Let me now address the real issue, with that out of the way. You say you "just need a label to do the promotional, legal, distribution, etc." This is a red flag, for me. What you're saying is that you've done the fun part and now you just need a record label to do all the real work for you. Its probably not going to happen that way. Almost no one gets a deal anymore that doesn't already have a successfully functioning business. Why would a label sign even an extremely talented artist who has only completed a record? There are hundreds of others with 100k+ twitter followers, thousands of fans at every show, tens if not hundreds of thousands of sales of their current product (album), etc.

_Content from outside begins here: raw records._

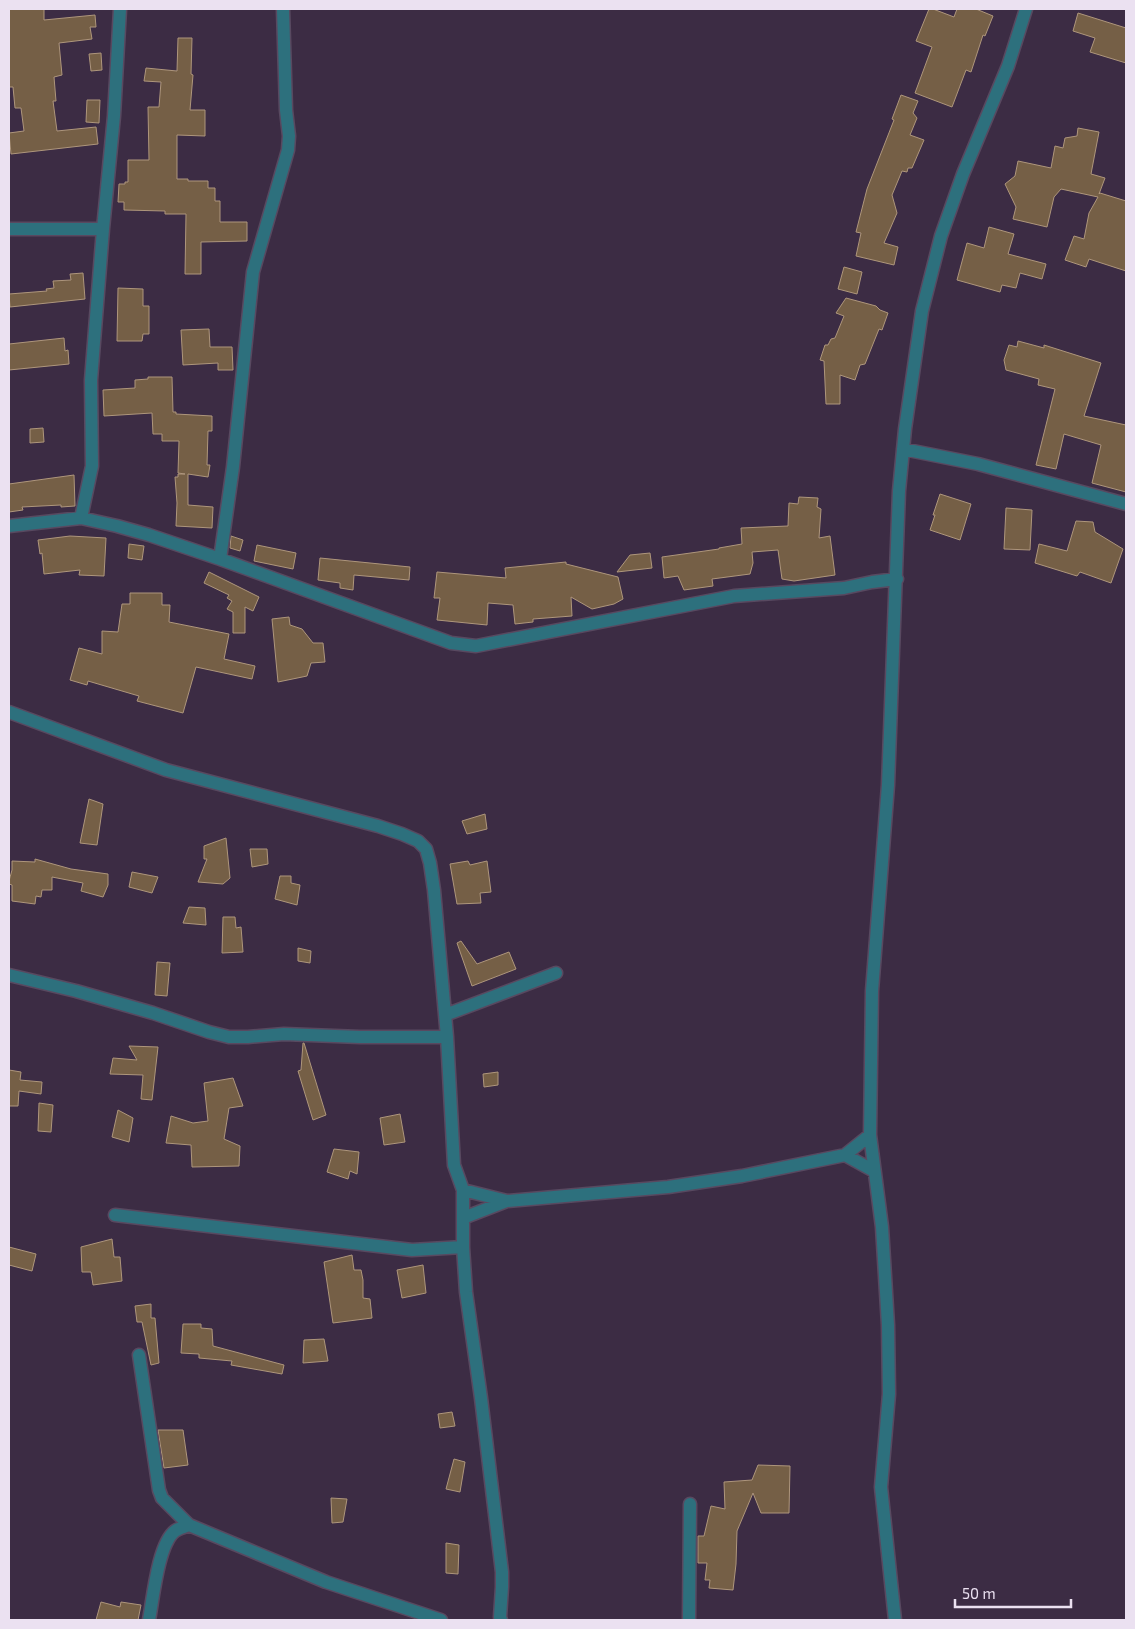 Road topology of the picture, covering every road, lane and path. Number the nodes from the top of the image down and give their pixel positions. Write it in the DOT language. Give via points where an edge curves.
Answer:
graph roads {
  1 [pos="120,9"];
  2 [pos="283,9"];
  3 [pos="1026,9"];
  4 [pos="9,229"];
  5 [pos="103,229"];
  6 [pos="903,448"];
  7 [pos="1126,504"];
  8 [pos="81,518"];
  9 [pos="9,526"];
  10 [pos="220,559"];
  11 [pos="897,579"];
  12 [pos="9,712"];
  13 [pos="556,973"];
  14 [pos="9,975"];
  15 [pos="445,1015"];
  16 [pos="447,1037"];
  17 [pos="870,1135"];
  18 [pos="845,1155"];
  19 [pos="874,1171"];
  20 [pos="463,1190"];
  21 [pos="507,1201"];
  22 [pos="115,1214"];
  23 [pos="463,1218"];
  24 [pos="462,1247"];
  25 [pos="139,1355"];
  26 [pos="690,1504"];
  27 [pos="189,1525"];
  28 [pos="499,1619"];
  29 [pos="150,1620"];
  30 [pos="441,1620"];
  31 [pos="690,1620"];
  32 [pos="895,1620"];
  1 -- 5 [label="street"];
  2 -- 10 [label="street" via="288,150 252,272"];
  3 -- 6 [label="street" via="1008,66 941,236 922,311"];
  4 -- 5 [label="street"];
  5 -- 8 [label="street" via="91,380 92,466"];
  6 -- 7 [label="street" via="978,464"];
  6 -- 11 [label="street"];
  8 -- 9 [label="street"];
  8 -- 10 [label="street" via="149,535"];
  10 -- 11 [label="street" via="451,643 476,646 734,596 844,588"];
  11 -- 17 [label="street" via="888,784 872,991"];
  12 -- 15 [label="street" via="166,770 378,826 418,842 426,849 432,872"];
  13 -- 15 [label="street"];
  14 -- 16 [label="street" via="76,991 230,1037 284,1034"];
  15 -- 16 [label="street"];
  16 -- 20 [label="street" via="454,1165"];
  17 -- 18 [label="street"];
  17 -- 19 [label="street"];
  18 -- 19 [label="street"];
  18 -- 21 [label="street" via="742,1176 676,1185"];
  19 -- 32 [label="street" via="882,1227 888,1325 889,1394 882,1487"];
  20 -- 21 [label="street"];
  20 -- 23 [label="street"];
  21 -- 23 [label="street"];
  22 -- 24 [label="street" via="412,1250"];
  23 -- 24 [label="street"];
  24 -- 28 [label="street" via="502,1572"];
  25 -- 27 [label="street" via="162,1498"];
  26 -- 31 [label="street"];
  27 -- 29 [label="street" via="175,1531 166,1541"];
  27 -- 30 [label="street" via="326,1582"];
}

Record labels want to find _proven successes_ so their investment (about $1M for a brand new artist) is as low risk as possible. In other words, if you've made money with $0 of their investment, you'll probably make lots of it with a little push. Unfortunately, this all has ZERO to do with the quality of your music. If you want a record deal in 2012 or 2013, you have to build your business yourself. Search ReverbNation for the most popular artists in your home city. That's your real competition. Get out there and do what they do but do it better, faster and more creatively. Artists don't just "blow up" out of nowhere. One Republic had tens of thousands of loyal followers before they got their deal. Taylor Swift started hitting the pavement hard at age 11 or so and was a seasoned pro by the time she cut her first major label record. So, do the work yourself. Learn to market, learn to put on a jaw dropping show, write new songs daily and 1-mic demo them all each day (yes, really) and you'll start to make money NOW. Then when the deal comes (and it very well may if you get that far), it'll just be a way to improve upon an already successful operation. If you don't have that, you're better off playing the lottery, frankly. The labels simply aren't looking for a diamond in the rough.

I wish you the best! Congratulations on the completion of your record!